Anyhow, given all this, we perhaps feel the irradiation of deeply hewn knowledge when Myatt tells us, apropos the six things good leadership does to transform pressure into an asset: “The best way to maintain focus is to make sure you’ve baked-in some whitespace into EVERY day. Any rubber band stretched too tightly will eventually snap – there are no exceptions to this rule. Leaders who don’t create time for quality thought and planning end-up taking unnecessary short cuts and risks. They let pressure force them into making bad decisions that a little whitespace could have prevented.”

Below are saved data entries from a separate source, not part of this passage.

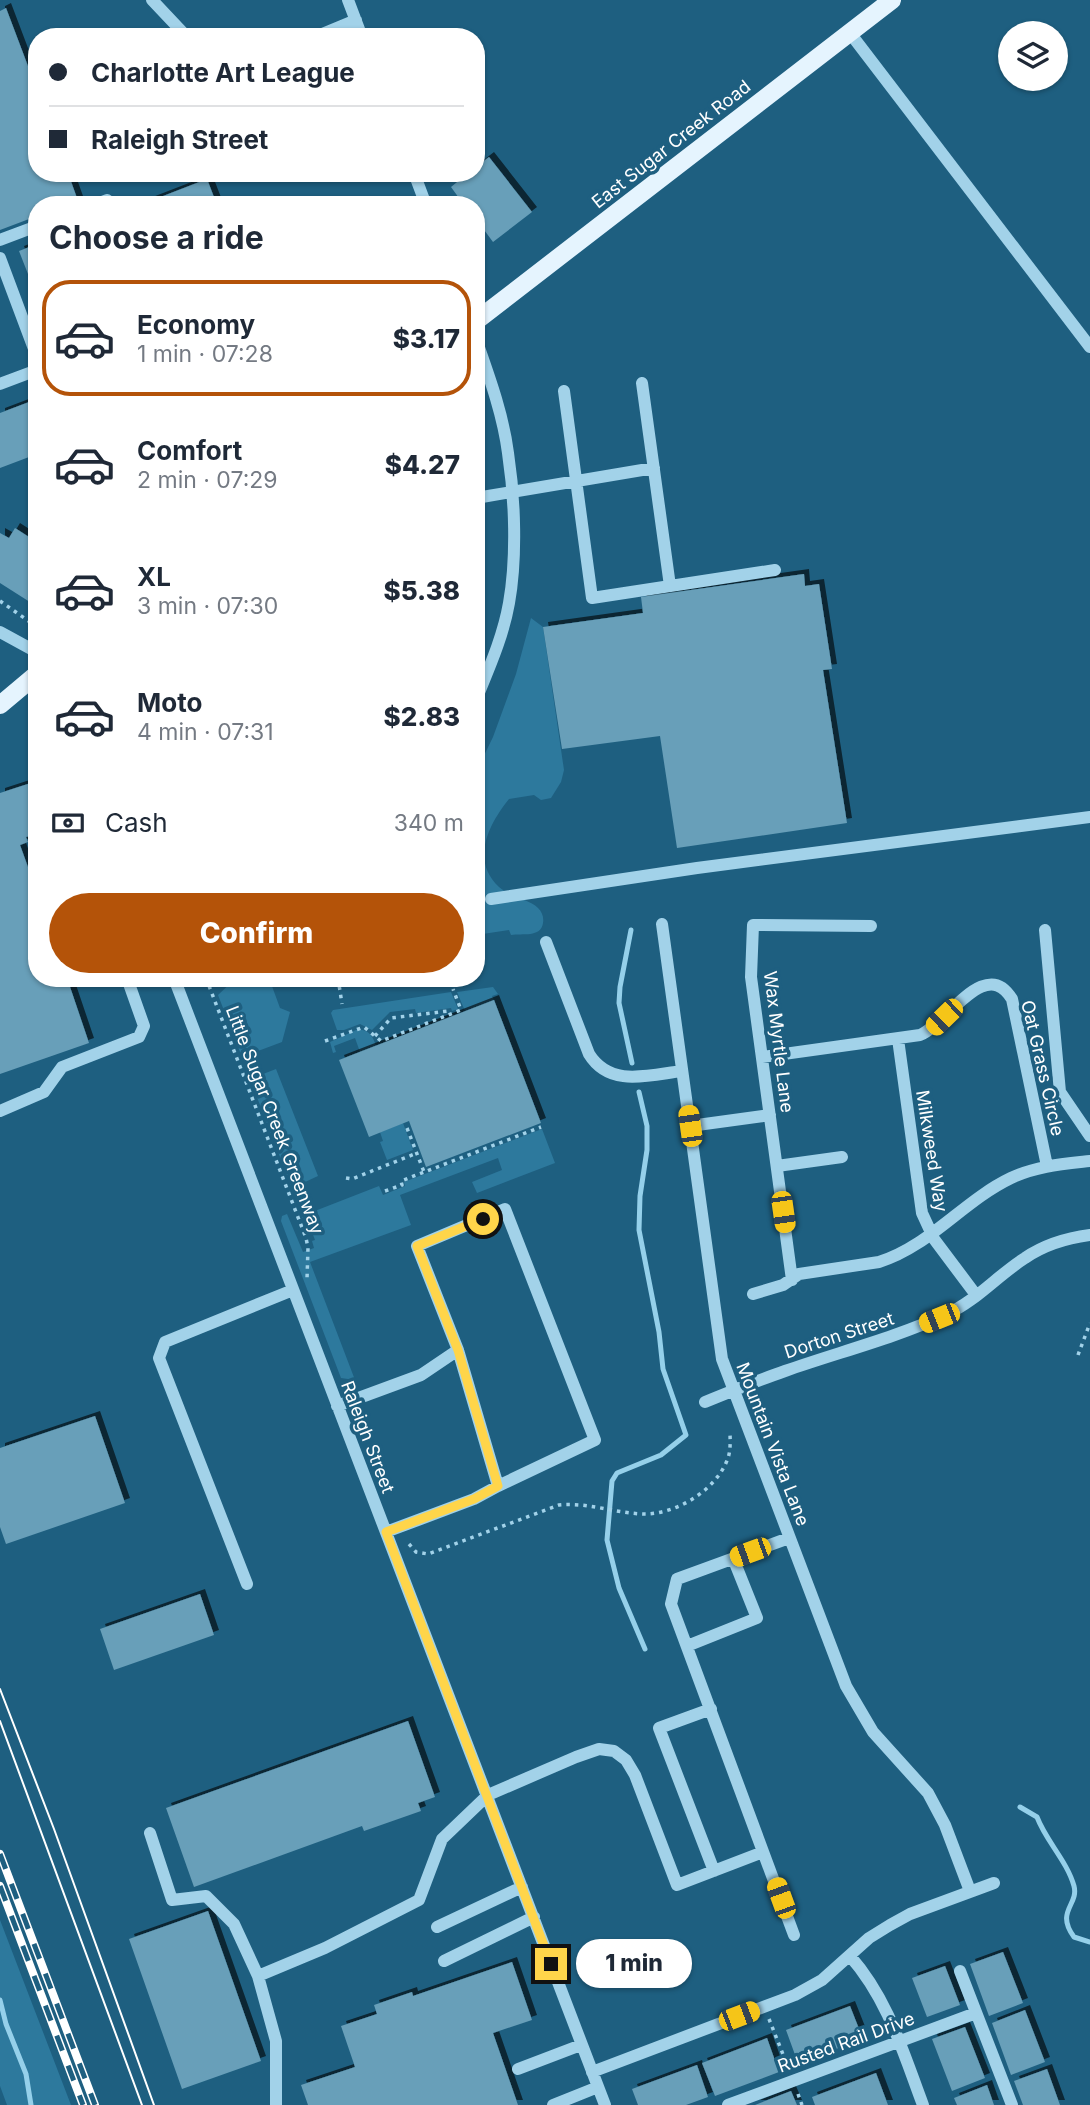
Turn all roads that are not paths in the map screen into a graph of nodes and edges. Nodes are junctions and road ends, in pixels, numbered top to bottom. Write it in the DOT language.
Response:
graph roads {
  1 [pos="152,0"];
  2 [pos="348,0"];
  3 [pos="892,0"];
  4 [pos="356,20"];
  5 [pos="178,28"];
  6 [pos="337,28"];
  7 [pos="359,28"];
  8 [pos="850,33"];
  9 [pos="28,229"];
  10 [pos="0,240"];
  11 [pos="0,258"];
  12 [pos="485,314"];
  13 [pos="28,333"];
  14 [pos="1090,347"];
  15 [pos="485,367"];
  16 [pos="28,373"];
  17 [pos="642,383"];
  18 [pos="0,384"];
  19 [pos="564,391"];
  20 [pos="654,468"];
  21 [pos="576,480"];
  22 [pos="512,491"];
  23 [pos="485,496"];
  24 [pos="775,570"];
  25 [pos="670,586"];
  26 [pos="0,632"];
  27 [pos="28,647"];
  28 [pos="485,677"];
  29 [pos="28,682"];
  30 [pos="0,705"];
  31 [pos="1090,817"];
  32 [pos="491,900"];
  33 [pos="662,924"];
  34 [pos="870,926"];
  35 [pos="1045,930"];
  36 [pos="546,942"];
  37 [pos="130,987"];
  38 [pos="177,987"];
  39 [pos="898,1039"];
  40 [pos="762,1057"];
  41 [pos="682,1071"];
  42 [pos="0,1111"];
  43 [pos="770,1115"];
  44 [pos="690,1126"];
  45 [pos="1090,1136"];
  46 [pos="842,1157"];
  47 [pos="1090,1161"];
  48 [pos="777,1166"];
  49 [pos="1047,1166"];
  50 [pos="931,1234"];
  51 [pos="1090,1235"];
  52 [pos="792,1280"];
  53 [pos="293,1290"];
  54 [pos="753,1294"];
  55 [pos="976,1295"];
  56 [pos="458,1350"];
  57 [pos="733,1391"];
  58 [pos="705,1402"];
  59 [pos="337,1406"];
  60 [pos="498,1486"];
  61 [pos="386,1532"];
  62 [pos="789,1538"];
  63 [pos="733,1558"];
  64 [pos="247,1584"];
  65 [pos="687,1646"];
  66 [pos="711,1709"];
  67 [pos="488,1796"];
  68 [pos="150,1833"];
  69 [pos="762,1852"];
  70 [pos="714,1871"];
  71 [pos="993,1882"];
  72 [pos="522,1887"];
  73 [pos="970,1891"];
  74 [pos="534,1917"];
  75 [pos="437,1927"];
  76 [pos="794,1935"];
  77 [pos="850,1956"];
  78 [pos="444,1961"];
  79 [pos="960,1970"];
  80 [pos="258,1976"];
  81 [pos="976,2013"];
  82 [pos="899,2041"];
  83 [pos="582,2045"];
  84 [pos="518,2069"];
  85 [pos="592,2072"];
  86 [pos="598,2087"];
  87 [pos="276,2105"];
  88 [pos="553,2105"];
  89 [pos="605,2105"];
  90 [pos="728,2105"];
  91 [pos="923,2105"];
  92 [pos="1012,2105"];
  1 -- 5 [label="street"];
  2 -- 4 [label="street"];
  3 -- 8 [label="main road, East Sugar Creek Road"];
  4 -- 6 [label="street"];
  4 -- 7 [label="street"];
  8 -- 12 [label="main road, East Sugar Creek Road"];
  8 -- 14 [label="street"];
  9 -- 10 [label="street"];
  11 -- 13 [label="street"];
  15 -- 22 [label="street"];
  16 -- 18 [label="street"];
  17 -- 20 [label="street"];
  19 -- 21 [label="street"];
  20 -- 21 [label="street"];
  20 -- 25 [label="street"];
  21 -- 22 [label="street"];
  21 -- 25 [label="street"];
  22 -- 23 [label="street"];
  22 -- 28 [label="street"];
  24 -- 25 [label="street"];
  26 -- 27 [label="street"];
  29 -- 30 [label="main road"];
  31 -- 32 [label="street"];
  33 -- 41 [label="street, Mountain Vista Lane"];
  34 -- 40 [label="street, Wax Myrtle Lane"];
  35 -- 45 [label="street"];
  36 -- 41 [label="street"];
  37 -- 42 [label="street"];
  38 -- 53 [label="street, Raleigh Street"];
  39 -- 40 [label="street, Oat Grass Circle"];
  39 -- 49 [label="street, Oat Grass Circle"];
  39 -- 50 [label="street, Milkweed Way"];
  40 -- 43 [label="street, Wax Myrtle Lane"];
  41 -- 44 [label="street, Mountain Vista Lane"];
  43 -- 44 [label="street"];
  43 -- 48 [label="street, Wax Myrtle Lane"];
  44 -- 57 [label="street, Mountain Vista Lane"];
  46 -- 48 [label="street"];
  47 -- 49 [label="street"];
  48 -- 52 [label="street, Wax Myrtle Lane"];
  49 -- 50 [label="street"];
  50 -- 52 [label="street"];
  50 -- 55 [label="street, Milkweed Way"];
  51 -- 55 [label="street, Dorton Street"];
  52 -- 54 [label="street"];
  53 -- 59 [label="street, Raleigh Street"];
  53 -- 64 [label="street"];
  55 -- 57 [label="street, Dorton Street"];
  56 -- 59 [label="street"];
  56 -- 60 [label="street"];
  56 -- 60 [label="street"];
  57 -- 58 [label="street, Dorton Street"];
  57 -- 62 [label="street, Mountain Vista Lane"];
  59 -- 61 [label="street, Raleigh Street"];
  60 -- 61 [label="street"];
  61 -- 67 [label="street, Raleigh Street"];
  62 -- 63 [label="street"];
  62 -- 73 [label="street, Mountain Vista Lane"];
  63 -- 65 [label="street"];
  63 -- 65 [label="street"];
  65 -- 66 [label="street"];
  66 -- 69 [label="street"];
  66 -- 70 [label="street"];
  67 -- 70 [label="street"];
  67 -- 72 [label="street, Raleigh Street"];
  67 -- 80 [label="street"];
  68 -- 80 [label="street"];
  69 -- 70 [label="street"];
  69 -- 76 [label="street"];
  71 -- 73 [label="street"];
  72 -- 74 [label="street, Raleigh Street"];
  72 -- 75 [label="street"];
  73 -- 77 [label="street"];
  74 -- 78 [label="street"];
  74 -- 83 [label="street, Raleigh Street"];
  77 -- 82 [label="street"];
  77 -- 85 [label="street"];
  79 -- 81 [label="street"];
  80 -- 87 [label="street"];
  81 -- 82 [label="street, Rusted Rail Drive"];
  81 -- 92 [label="street"];
  82 -- 90 [label="street, Rusted Rail Drive"];
  82 -- 91 [label="street"];
  83 -- 84 [label="street"];
  83 -- 85 [label="street, Raleigh Street"];
  85 -- 86 [label="street, Raleigh Street"];
  86 -- 88 [label="street"];
  86 -- 89 [label="street, Raleigh Street"];
}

The idiom – more Stewart Pearson than Malcolm Tucker, I’d say – has a certain Yankee pizzazz to it, plenty of swing and zing. If I were at carnival, and he were hawking me snakeoil, I’d be looking round for a suitcase (not his) in which to take the lubricants home.

However, when Banerjee informs us that “the best way to maintain focus is to make sure you’ve planned some whitespace into EVERY day. Any rubber band stretched too tightly will eventually snap – there are no exceptions to this rule. Leaders who don’t create time for quality thought and planning end-up taking unnecessary short cuts and risks. They let pressure force them into making bad decisions that a little whitespace could have prevented” one can’t help but feel that, although it’s probably judicious (from a plagiarism detection software angle, certainly) to change the word “baked-in” to the much more this-side-of-the-Pond and humdrum “planned”, there’s still a question mark over how often the word “whitespace” might be used (or even be comprehensible) over here.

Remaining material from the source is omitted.